Let's be honest. As much as you might want to believe that your product is unique. It isn't. Your product is still AWESOME. You just need to be sure that your potential customers know that. To do that, you need to know what is out there and how you compare.
The Competitive Analysis
The activity of scoping out your competition is called a competitive analysis. Sound like you need and MBA to do it, right? You don't. All you need to do is observe and quantify your observations.
Why do it?
- Gives you the information you need to plan for the realities of your business environment.
- You will understand your business capabilities and vulnerabilities better.
How do you do it?
- Decide who you should research for your analysis. It might seem obvious to you. Clearly you need to look at the biggest players in your space. Sometimes, you get your greatest insights from looking at smaller players. Make sure you are looking at a nice variety of companies.
- Assess what sources of information you have available to you. There is quite a bit of information on the internet but consider first-hand sources and look at your personal network and see who might have knowledge of the workings of the company
- There are six areas of business activity to that need to be assessed. Gather as much information on each of these areas before you begin any analysis or make any conclusions
- Marketplace strategy
Determine where they want to do business
List all the products they offer their attributes, features and availability
What level of service do they offer?
What is the company's image/reputation
Who are their customers? How do they attract and keep them?

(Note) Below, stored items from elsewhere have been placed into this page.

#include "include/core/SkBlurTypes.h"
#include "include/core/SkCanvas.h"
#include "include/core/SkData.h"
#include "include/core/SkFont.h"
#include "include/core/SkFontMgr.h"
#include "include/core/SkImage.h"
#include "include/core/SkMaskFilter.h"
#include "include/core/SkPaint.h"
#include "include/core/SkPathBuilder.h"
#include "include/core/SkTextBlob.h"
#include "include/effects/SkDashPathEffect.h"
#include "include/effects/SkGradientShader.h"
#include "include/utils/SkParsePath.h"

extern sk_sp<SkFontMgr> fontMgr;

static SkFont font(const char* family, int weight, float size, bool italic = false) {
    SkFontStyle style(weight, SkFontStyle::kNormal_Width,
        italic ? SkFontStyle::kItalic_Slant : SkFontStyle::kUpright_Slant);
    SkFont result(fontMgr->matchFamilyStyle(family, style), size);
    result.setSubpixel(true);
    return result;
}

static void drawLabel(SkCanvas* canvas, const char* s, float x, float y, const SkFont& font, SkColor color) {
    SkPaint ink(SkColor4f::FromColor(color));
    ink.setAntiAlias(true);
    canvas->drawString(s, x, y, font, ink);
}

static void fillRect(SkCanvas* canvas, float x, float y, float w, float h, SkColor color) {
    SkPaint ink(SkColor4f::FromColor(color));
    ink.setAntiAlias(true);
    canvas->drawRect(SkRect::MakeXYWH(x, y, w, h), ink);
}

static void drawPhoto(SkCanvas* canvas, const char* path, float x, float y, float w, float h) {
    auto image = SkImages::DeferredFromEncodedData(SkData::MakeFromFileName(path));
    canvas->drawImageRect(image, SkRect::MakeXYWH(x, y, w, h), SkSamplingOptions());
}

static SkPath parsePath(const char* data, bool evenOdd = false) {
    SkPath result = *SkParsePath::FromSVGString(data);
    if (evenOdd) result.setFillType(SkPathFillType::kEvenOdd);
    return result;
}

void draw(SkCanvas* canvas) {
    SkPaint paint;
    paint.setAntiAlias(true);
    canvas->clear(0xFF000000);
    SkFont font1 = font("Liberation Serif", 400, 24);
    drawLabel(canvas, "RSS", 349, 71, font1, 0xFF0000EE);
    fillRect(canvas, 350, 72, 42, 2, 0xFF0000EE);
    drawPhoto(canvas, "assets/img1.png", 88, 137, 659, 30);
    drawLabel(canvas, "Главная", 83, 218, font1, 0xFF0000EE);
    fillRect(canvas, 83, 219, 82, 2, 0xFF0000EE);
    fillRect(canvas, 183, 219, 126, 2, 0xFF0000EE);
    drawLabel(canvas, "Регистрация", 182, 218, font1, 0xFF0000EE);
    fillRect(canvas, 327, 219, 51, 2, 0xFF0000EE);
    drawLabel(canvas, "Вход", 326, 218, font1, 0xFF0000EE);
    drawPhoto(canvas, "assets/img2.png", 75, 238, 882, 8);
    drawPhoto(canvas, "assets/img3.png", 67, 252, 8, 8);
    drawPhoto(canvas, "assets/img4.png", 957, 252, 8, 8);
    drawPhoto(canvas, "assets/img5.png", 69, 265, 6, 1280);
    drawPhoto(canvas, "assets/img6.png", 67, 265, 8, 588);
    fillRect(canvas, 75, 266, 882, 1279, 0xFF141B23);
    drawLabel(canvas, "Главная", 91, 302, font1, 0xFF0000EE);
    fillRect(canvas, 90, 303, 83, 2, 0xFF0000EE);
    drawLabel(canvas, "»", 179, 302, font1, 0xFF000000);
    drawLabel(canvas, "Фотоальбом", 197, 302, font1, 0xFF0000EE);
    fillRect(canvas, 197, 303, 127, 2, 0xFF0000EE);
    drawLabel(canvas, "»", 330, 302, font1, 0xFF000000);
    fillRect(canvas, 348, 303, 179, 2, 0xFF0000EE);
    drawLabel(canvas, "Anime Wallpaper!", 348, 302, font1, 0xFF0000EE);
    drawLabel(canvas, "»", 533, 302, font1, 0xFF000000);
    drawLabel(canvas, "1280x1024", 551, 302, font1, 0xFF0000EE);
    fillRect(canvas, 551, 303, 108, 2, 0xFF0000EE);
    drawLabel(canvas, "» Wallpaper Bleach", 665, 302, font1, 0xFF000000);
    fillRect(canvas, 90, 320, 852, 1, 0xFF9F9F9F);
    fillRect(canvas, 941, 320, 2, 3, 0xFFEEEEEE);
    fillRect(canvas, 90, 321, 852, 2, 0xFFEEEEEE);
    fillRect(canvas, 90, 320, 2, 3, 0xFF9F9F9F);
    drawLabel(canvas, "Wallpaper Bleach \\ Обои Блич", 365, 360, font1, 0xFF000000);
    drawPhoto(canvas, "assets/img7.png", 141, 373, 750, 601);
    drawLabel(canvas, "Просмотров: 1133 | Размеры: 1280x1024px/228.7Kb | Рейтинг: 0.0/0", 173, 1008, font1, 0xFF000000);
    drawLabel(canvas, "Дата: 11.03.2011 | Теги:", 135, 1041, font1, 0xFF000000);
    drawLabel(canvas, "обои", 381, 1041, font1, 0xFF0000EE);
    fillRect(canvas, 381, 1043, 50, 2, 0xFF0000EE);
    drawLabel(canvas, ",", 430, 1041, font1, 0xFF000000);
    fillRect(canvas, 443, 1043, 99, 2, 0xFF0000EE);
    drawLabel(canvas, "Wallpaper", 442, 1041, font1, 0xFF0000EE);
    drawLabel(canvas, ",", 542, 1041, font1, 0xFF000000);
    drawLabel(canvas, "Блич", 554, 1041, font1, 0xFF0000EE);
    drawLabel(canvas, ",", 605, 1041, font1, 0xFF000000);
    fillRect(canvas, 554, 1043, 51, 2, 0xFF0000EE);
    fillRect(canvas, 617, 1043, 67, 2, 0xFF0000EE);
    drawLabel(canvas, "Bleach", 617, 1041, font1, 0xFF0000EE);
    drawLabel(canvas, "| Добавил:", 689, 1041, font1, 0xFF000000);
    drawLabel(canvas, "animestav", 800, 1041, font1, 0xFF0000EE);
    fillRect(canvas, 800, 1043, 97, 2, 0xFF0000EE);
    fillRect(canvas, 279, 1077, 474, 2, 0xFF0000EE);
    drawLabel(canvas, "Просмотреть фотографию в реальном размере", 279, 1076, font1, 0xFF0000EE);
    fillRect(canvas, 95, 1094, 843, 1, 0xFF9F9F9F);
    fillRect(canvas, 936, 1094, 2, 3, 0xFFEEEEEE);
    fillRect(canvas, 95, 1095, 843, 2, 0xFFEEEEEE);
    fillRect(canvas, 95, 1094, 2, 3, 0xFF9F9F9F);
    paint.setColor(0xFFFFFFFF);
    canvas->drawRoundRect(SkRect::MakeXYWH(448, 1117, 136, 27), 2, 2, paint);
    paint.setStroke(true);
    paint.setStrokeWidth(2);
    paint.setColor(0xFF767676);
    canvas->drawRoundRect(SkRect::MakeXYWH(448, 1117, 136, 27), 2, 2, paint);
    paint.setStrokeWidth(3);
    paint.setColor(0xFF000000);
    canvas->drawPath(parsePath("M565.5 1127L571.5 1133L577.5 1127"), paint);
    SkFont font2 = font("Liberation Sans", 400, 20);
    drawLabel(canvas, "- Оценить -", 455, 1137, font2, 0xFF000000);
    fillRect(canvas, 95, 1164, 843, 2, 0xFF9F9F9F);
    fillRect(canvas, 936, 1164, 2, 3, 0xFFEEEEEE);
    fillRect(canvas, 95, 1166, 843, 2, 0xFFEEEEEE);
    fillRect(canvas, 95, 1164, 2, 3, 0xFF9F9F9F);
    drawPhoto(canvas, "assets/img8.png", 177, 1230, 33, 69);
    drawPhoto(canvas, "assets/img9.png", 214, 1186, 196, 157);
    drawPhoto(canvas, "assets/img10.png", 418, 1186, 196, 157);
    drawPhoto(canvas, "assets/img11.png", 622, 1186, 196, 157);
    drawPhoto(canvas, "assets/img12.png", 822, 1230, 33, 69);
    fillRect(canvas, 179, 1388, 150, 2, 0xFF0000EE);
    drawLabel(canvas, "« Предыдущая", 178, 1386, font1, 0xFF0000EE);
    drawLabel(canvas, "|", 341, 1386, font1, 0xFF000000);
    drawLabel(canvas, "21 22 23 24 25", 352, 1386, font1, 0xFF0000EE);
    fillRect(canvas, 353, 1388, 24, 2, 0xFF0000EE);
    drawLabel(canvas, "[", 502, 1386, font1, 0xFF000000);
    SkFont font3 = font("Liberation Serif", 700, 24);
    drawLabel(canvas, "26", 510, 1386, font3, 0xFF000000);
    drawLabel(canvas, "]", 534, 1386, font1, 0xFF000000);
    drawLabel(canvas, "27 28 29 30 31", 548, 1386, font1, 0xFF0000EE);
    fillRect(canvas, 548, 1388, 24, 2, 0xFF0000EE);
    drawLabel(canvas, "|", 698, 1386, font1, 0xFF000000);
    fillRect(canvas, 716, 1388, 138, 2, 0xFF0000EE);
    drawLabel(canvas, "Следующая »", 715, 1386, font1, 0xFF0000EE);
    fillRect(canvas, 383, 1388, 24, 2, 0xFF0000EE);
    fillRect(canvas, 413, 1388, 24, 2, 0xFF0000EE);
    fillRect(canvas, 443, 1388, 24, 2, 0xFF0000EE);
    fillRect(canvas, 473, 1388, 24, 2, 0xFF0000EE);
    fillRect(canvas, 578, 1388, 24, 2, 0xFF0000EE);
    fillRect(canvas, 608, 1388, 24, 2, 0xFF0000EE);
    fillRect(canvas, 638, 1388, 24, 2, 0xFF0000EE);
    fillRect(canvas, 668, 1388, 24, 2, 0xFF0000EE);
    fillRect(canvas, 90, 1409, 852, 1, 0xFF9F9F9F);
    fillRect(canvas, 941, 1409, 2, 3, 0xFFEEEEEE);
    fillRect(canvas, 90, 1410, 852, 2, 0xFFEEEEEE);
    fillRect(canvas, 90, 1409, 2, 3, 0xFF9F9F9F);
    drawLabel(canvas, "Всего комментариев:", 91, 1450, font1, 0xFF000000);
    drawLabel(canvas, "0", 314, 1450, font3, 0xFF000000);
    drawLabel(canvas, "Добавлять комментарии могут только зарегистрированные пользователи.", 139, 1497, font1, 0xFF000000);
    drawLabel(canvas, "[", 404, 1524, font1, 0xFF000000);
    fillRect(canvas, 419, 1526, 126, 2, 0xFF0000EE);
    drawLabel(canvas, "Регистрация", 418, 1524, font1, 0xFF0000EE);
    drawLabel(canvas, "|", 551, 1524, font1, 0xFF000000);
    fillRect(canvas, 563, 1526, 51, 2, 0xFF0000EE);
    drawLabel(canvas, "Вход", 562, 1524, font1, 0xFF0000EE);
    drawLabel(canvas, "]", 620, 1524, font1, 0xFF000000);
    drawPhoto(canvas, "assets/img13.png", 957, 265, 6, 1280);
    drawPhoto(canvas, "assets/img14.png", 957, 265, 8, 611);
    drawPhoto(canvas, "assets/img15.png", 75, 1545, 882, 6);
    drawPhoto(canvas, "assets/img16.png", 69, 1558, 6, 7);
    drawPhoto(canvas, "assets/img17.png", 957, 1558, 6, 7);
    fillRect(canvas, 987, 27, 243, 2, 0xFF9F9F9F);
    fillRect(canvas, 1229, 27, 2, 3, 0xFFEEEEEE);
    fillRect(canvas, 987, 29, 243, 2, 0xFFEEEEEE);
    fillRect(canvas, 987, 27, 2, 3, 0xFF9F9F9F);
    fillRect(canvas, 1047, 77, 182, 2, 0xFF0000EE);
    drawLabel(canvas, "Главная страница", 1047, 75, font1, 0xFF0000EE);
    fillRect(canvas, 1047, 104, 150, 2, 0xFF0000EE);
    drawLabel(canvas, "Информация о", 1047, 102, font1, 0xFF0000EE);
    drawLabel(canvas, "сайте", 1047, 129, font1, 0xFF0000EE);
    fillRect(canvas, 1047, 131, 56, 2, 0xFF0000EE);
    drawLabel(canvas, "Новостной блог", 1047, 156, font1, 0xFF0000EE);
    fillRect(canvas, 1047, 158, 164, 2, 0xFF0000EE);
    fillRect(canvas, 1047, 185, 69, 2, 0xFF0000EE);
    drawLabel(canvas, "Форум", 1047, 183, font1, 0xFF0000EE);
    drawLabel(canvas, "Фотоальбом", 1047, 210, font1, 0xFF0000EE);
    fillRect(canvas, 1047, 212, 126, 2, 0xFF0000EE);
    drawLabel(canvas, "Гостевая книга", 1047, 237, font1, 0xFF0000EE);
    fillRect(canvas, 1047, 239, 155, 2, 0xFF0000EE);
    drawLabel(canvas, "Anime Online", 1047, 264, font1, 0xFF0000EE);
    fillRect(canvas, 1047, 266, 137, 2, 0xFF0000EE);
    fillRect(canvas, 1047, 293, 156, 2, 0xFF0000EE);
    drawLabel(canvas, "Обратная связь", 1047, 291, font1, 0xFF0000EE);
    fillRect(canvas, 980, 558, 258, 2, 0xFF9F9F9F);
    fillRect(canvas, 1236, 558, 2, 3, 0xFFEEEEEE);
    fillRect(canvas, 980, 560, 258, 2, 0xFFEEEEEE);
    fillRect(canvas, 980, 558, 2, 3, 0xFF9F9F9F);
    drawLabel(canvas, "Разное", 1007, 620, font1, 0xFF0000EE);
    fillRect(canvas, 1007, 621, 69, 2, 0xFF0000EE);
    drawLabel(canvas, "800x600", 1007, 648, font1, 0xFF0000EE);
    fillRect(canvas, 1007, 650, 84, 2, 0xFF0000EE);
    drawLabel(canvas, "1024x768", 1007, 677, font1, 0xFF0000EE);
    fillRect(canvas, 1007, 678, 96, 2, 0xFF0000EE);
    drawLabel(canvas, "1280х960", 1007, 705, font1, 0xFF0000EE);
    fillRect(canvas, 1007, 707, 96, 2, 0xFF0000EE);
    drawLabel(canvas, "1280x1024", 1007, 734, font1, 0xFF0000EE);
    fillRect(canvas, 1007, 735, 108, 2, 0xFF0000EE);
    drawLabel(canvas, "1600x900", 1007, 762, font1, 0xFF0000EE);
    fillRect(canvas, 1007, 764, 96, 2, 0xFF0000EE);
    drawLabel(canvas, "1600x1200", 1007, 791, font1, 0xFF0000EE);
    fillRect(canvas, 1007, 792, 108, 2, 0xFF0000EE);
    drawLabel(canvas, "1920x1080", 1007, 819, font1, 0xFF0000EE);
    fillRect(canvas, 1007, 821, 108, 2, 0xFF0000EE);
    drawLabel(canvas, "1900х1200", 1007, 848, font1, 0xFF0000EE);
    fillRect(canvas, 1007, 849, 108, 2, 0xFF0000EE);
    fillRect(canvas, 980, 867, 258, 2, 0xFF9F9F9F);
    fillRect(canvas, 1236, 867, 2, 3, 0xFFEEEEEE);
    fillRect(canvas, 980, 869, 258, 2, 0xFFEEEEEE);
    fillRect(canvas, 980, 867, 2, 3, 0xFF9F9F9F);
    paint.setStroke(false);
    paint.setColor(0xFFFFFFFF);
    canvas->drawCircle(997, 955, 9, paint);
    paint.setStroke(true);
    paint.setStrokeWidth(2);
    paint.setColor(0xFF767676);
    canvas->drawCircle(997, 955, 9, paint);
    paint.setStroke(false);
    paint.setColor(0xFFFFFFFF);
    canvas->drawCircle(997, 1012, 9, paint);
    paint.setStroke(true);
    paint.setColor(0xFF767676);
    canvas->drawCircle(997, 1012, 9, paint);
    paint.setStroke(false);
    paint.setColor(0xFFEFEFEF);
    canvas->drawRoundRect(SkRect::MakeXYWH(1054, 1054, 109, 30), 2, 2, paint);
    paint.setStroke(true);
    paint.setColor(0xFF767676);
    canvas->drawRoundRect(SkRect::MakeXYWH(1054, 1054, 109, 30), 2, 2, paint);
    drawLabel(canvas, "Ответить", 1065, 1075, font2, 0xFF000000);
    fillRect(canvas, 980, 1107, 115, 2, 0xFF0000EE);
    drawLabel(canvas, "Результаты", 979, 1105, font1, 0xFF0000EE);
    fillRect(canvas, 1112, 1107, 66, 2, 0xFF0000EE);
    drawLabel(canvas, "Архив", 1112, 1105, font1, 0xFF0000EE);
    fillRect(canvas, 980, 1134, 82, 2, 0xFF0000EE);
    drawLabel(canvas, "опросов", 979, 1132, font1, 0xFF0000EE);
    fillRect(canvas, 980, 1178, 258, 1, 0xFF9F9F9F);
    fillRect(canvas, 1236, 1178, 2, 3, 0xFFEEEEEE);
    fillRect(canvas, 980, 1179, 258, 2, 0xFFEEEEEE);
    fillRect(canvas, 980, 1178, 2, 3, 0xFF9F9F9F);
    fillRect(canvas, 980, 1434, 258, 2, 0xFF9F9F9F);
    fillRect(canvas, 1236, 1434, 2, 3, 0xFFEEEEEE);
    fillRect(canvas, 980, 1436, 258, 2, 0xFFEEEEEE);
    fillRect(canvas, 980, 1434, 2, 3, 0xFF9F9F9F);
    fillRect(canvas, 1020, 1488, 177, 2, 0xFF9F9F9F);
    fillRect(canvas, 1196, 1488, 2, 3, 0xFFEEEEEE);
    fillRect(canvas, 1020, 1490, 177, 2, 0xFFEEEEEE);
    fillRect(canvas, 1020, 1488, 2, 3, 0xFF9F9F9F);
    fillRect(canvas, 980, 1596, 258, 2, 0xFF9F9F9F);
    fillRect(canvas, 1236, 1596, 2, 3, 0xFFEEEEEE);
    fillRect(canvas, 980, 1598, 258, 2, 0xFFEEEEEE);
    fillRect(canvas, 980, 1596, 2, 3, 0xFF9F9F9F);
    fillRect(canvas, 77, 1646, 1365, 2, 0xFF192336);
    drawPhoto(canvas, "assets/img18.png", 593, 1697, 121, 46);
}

Where and who sells their product?
How are they priced?
- Activity/Value Chain
How do they get their product to market?
Where do they manufacture?
How do they deliver?
How do they sell?
- Alliances and Networks
What type of support do their alliances and network offer them?
What kind of non-native expertise do those relationships afford them
What do they assume to be true about themselves, the world, their buyers?
What do they believe is possible or impossible?
- Assets and capabilities
What can they do?
What can they leverage to move forward and compete strongly?
- Organizational Infrastructure and Culture
How are they organized?
Who are the key players?
What are their values?
How do their values impact the organization?
- Marketplace strategy
- Once you have collected as much information as you can, it's time to start making some conclusions. Review all the data and think about the picture it paints of your competitive space. More importantly, use this information to decide how you will operate in this space.